▸ **Provided entries**
----------------

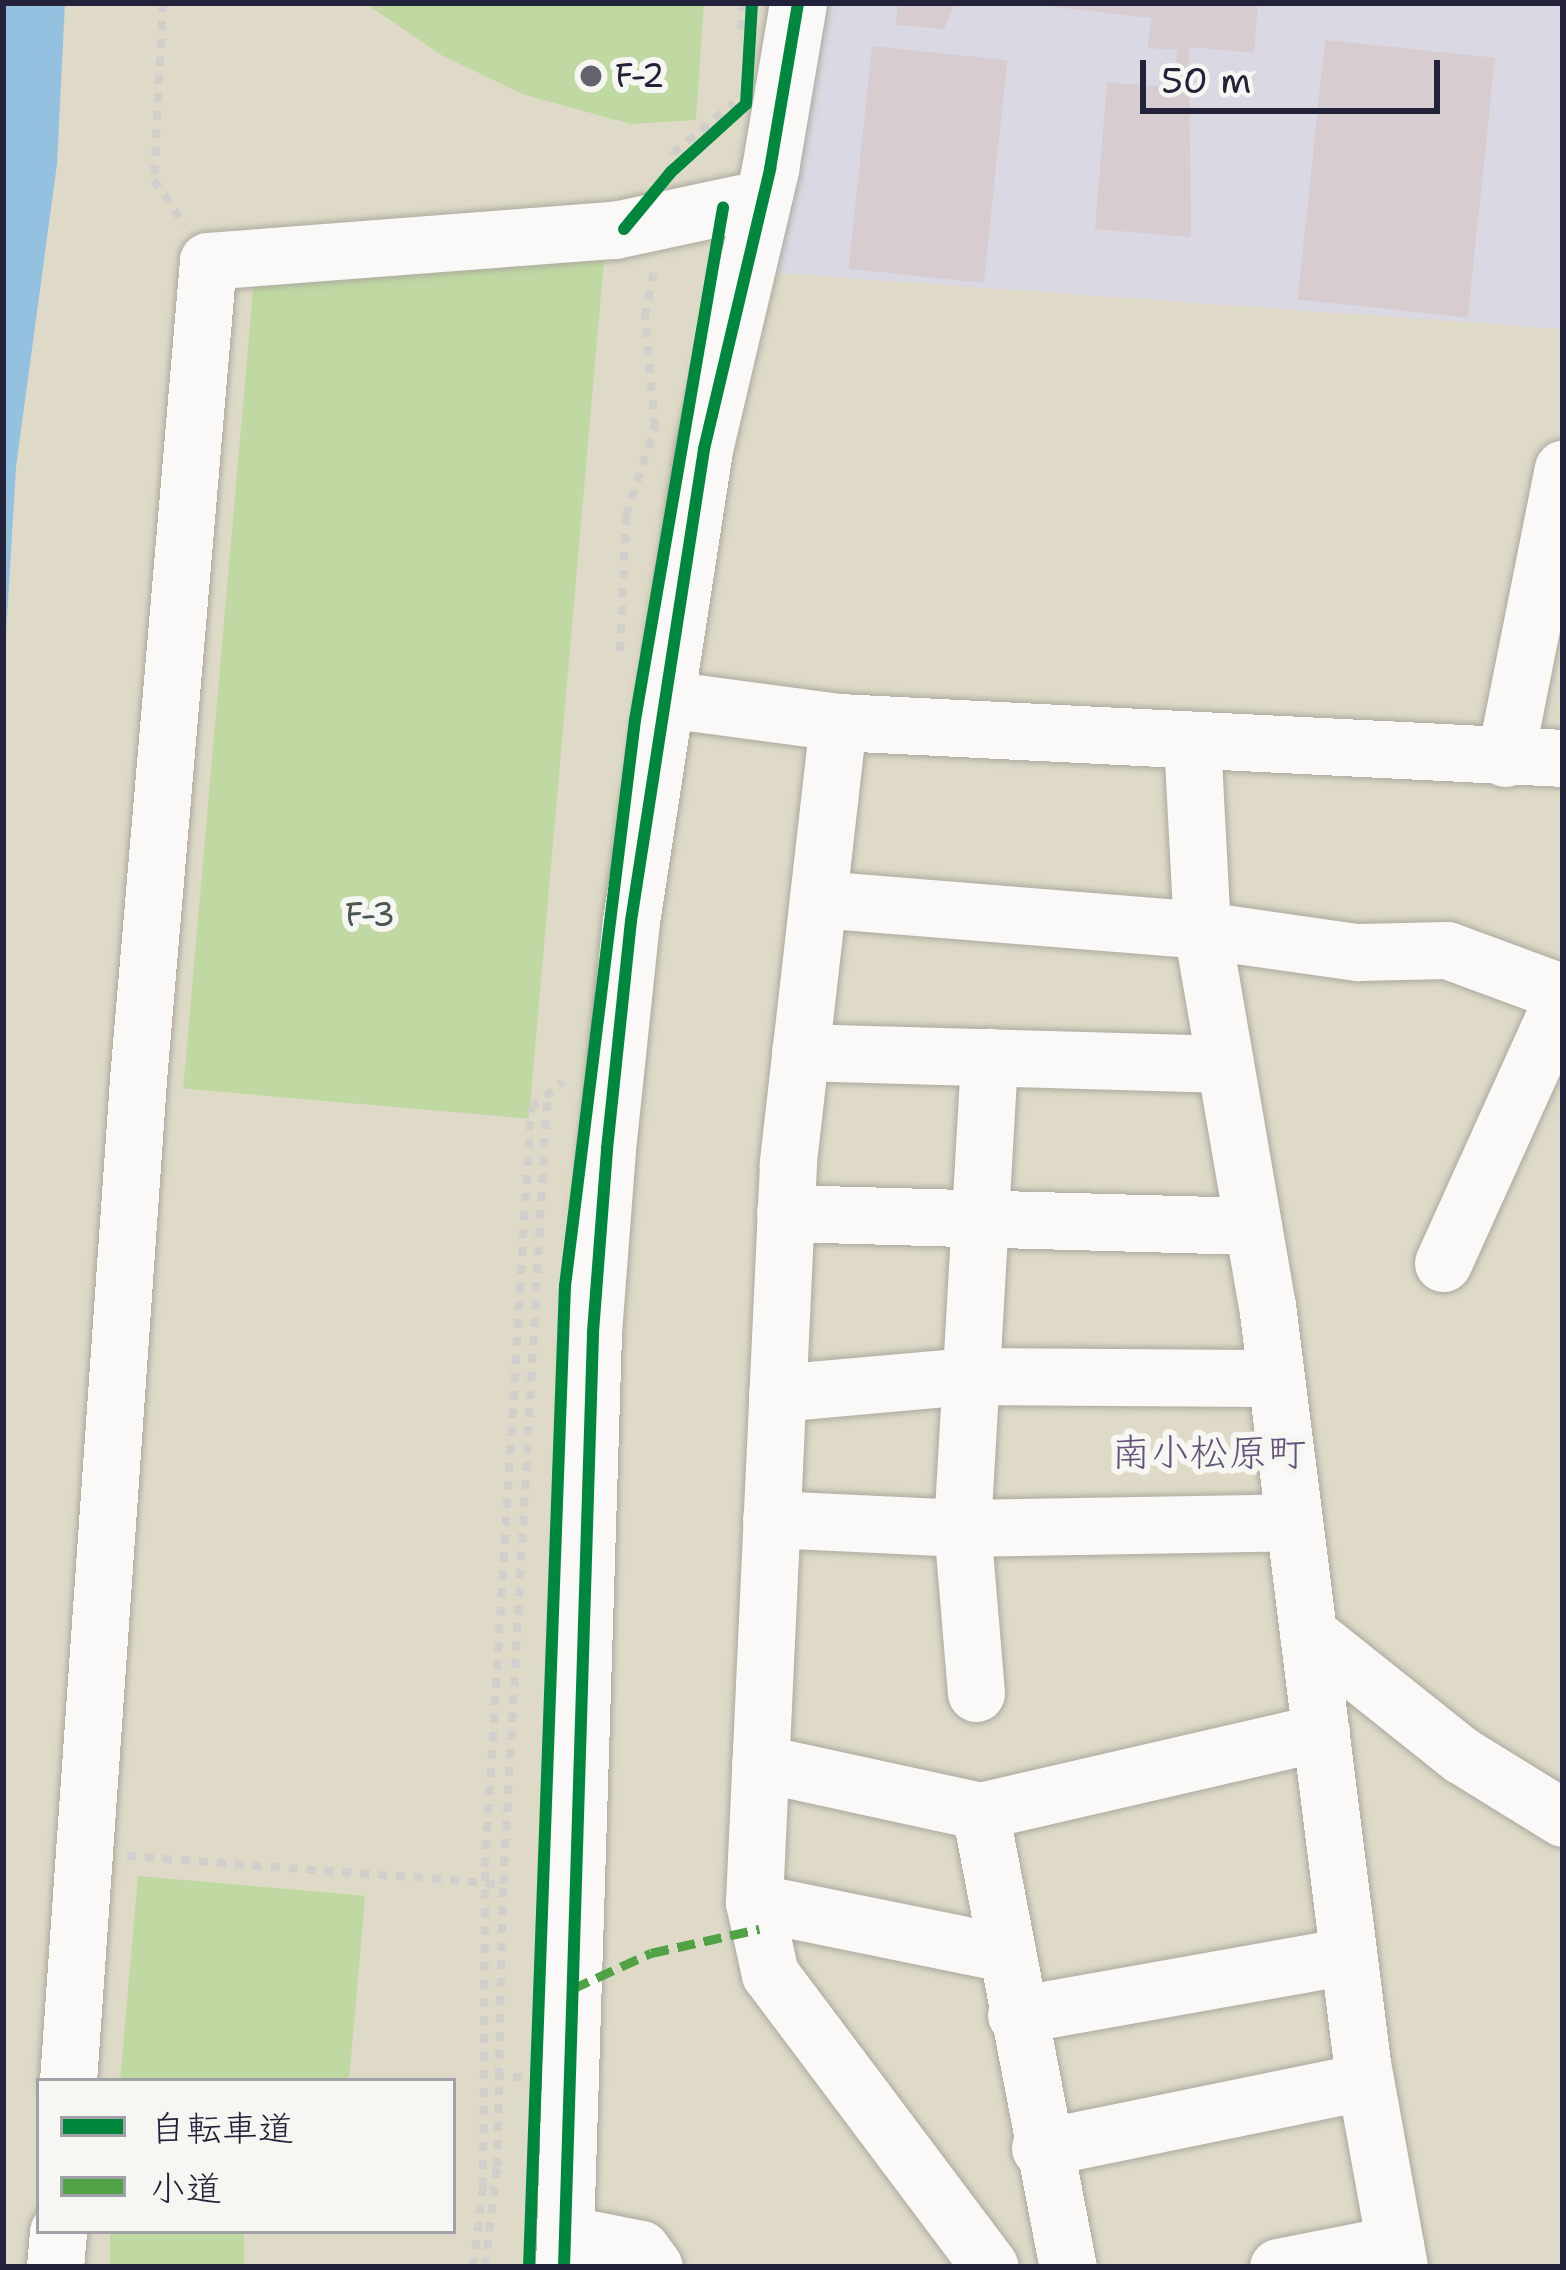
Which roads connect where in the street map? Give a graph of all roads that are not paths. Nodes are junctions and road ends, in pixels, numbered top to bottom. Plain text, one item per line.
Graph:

----------------

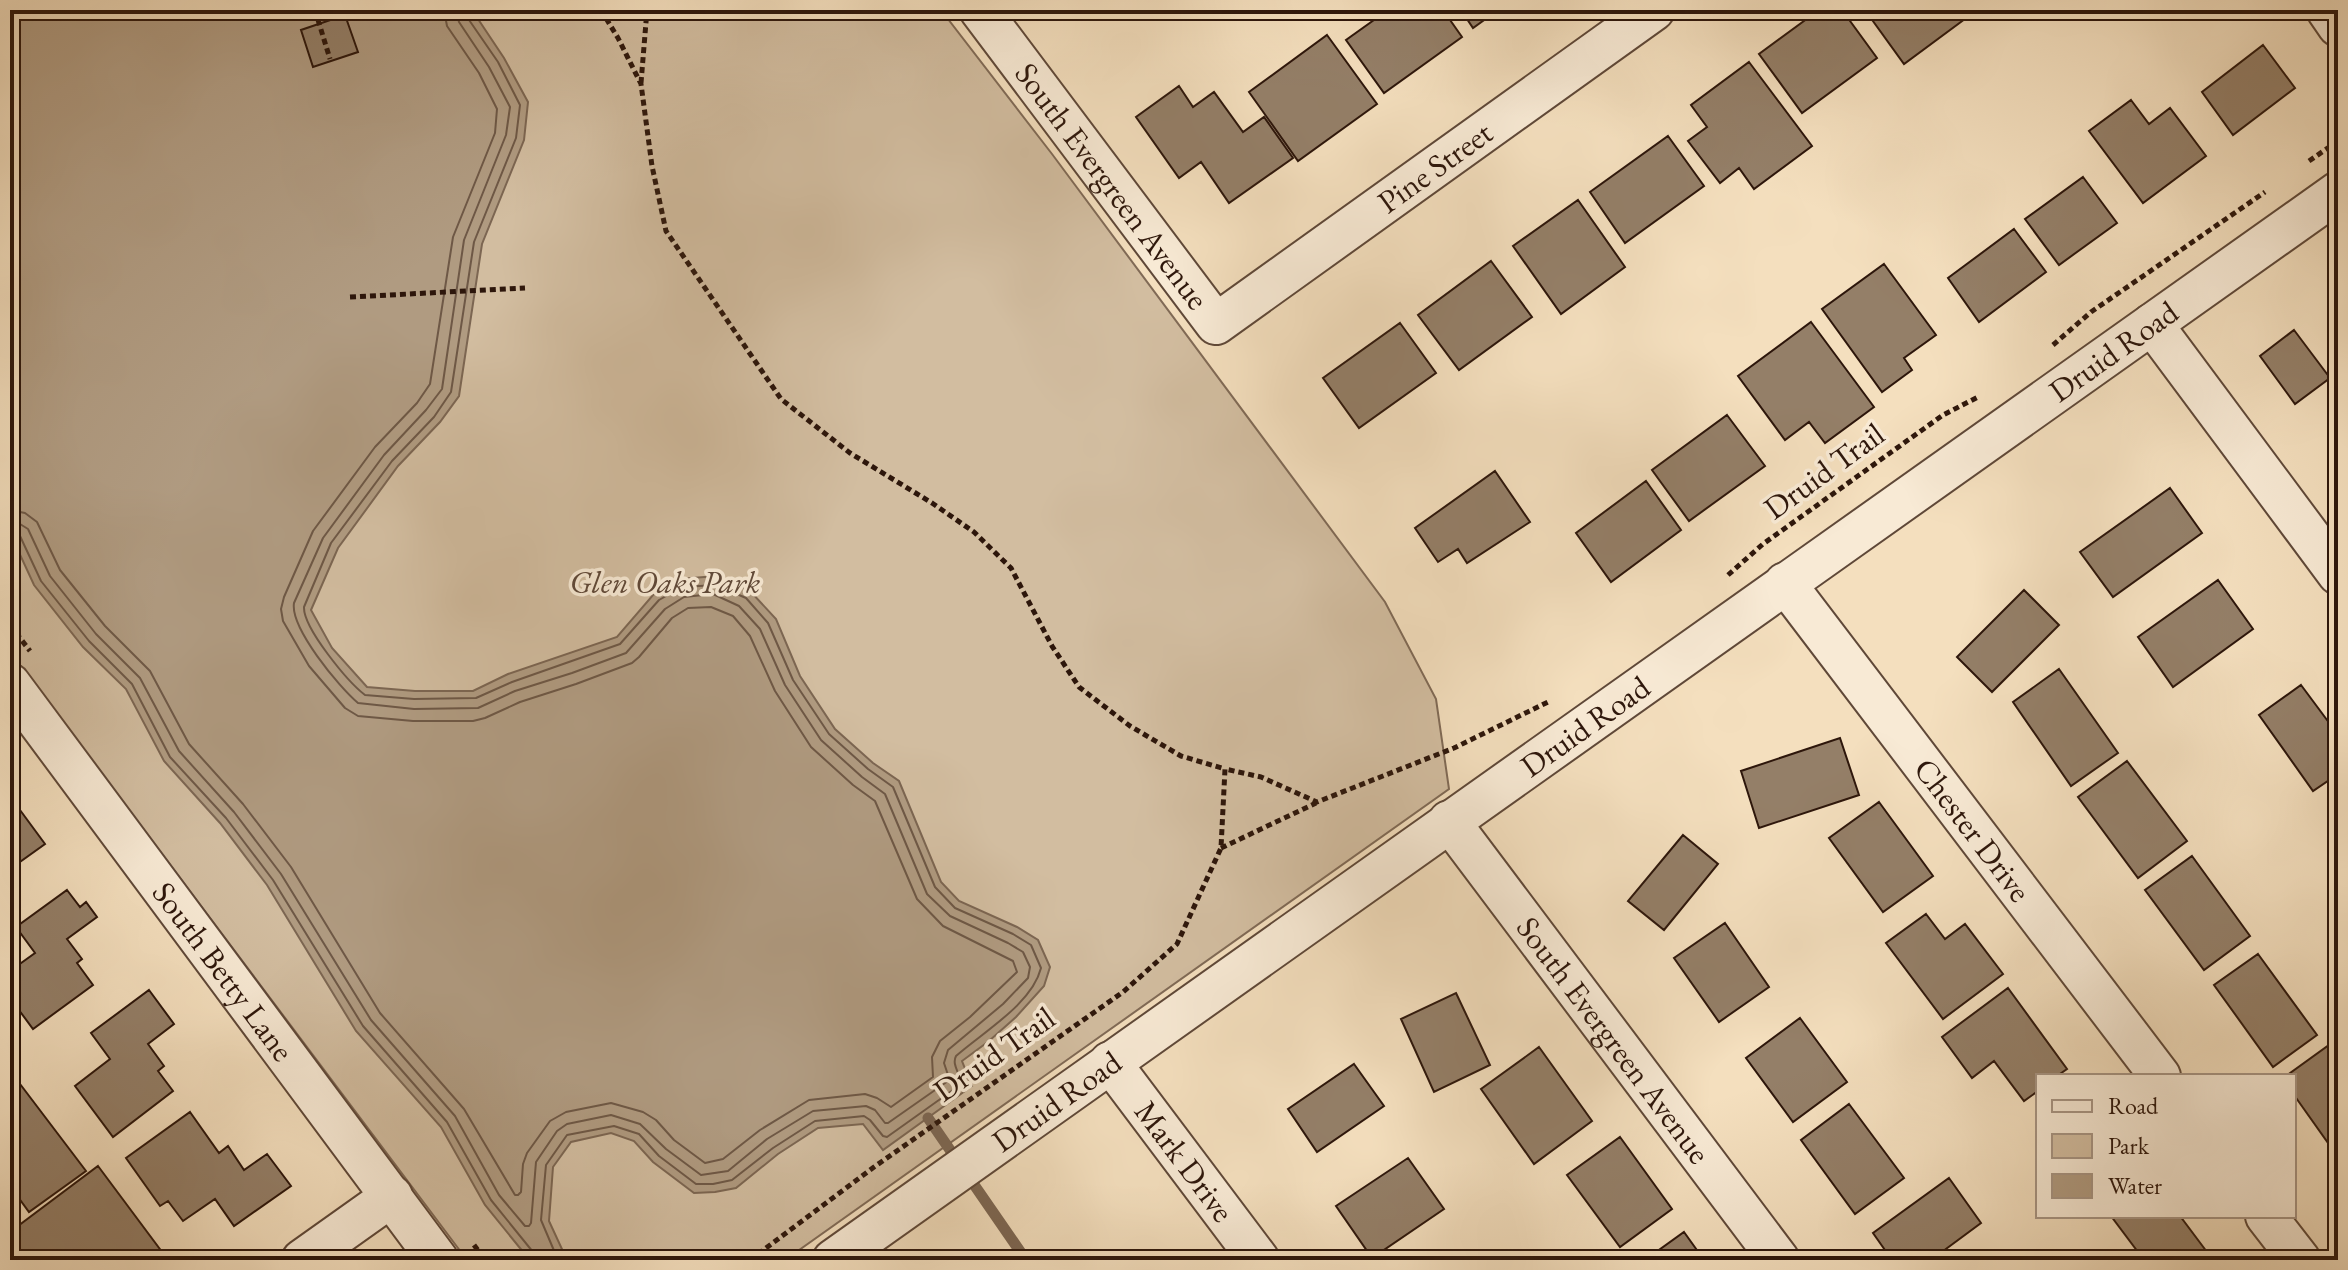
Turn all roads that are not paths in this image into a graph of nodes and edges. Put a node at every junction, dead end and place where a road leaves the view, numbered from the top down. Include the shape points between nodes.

----------------

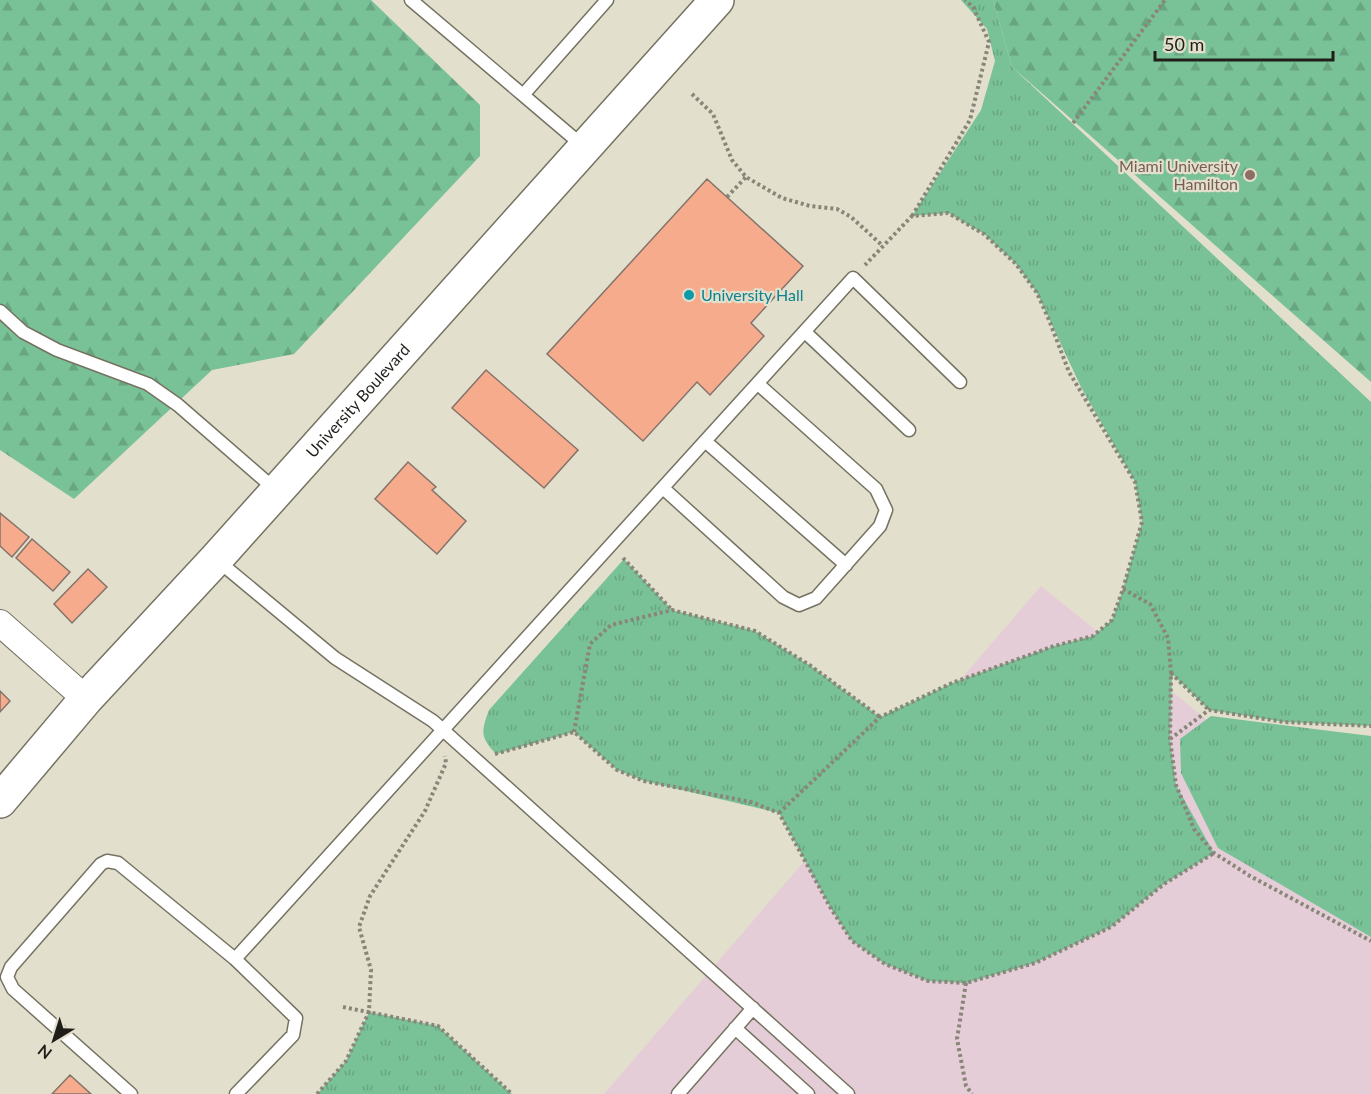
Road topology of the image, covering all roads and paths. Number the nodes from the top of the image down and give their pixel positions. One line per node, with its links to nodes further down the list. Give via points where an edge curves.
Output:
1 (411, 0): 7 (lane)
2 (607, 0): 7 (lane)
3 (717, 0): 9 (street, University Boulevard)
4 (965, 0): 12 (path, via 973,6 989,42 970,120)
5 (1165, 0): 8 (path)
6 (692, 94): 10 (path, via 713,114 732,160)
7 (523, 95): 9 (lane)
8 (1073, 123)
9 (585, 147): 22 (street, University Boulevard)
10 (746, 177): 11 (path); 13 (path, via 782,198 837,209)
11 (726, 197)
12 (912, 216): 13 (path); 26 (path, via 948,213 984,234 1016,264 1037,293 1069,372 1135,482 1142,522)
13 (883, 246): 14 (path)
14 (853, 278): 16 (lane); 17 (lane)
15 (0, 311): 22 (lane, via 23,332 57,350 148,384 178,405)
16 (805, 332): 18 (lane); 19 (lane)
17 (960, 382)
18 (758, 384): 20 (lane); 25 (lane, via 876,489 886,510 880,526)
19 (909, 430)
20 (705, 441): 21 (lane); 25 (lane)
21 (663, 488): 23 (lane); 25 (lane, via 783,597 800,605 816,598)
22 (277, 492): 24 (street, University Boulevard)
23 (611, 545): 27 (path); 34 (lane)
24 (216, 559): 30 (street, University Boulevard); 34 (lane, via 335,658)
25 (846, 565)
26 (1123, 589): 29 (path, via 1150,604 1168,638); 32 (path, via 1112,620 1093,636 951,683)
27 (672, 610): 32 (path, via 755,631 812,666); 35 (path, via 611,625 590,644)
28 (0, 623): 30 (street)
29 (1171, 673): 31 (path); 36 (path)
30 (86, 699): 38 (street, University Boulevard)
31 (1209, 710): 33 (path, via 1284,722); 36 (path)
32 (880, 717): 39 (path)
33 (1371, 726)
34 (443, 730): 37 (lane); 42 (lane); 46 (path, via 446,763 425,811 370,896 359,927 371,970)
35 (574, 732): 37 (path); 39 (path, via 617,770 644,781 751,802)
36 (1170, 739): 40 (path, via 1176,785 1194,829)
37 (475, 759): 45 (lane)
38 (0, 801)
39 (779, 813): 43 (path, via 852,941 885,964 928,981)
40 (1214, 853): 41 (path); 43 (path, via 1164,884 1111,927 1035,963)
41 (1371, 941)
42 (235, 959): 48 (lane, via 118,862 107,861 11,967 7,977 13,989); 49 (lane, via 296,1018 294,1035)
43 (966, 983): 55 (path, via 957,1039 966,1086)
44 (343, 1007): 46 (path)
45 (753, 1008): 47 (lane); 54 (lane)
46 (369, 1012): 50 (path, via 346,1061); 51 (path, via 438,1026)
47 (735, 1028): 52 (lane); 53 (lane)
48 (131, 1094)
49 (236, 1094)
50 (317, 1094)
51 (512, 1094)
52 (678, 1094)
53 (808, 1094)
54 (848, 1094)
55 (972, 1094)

----------------

▸ **What the task requires**
Across the entries, each line containing the word "image" is to be counted once; the total alone is to be given.

▸ **Task solution**
2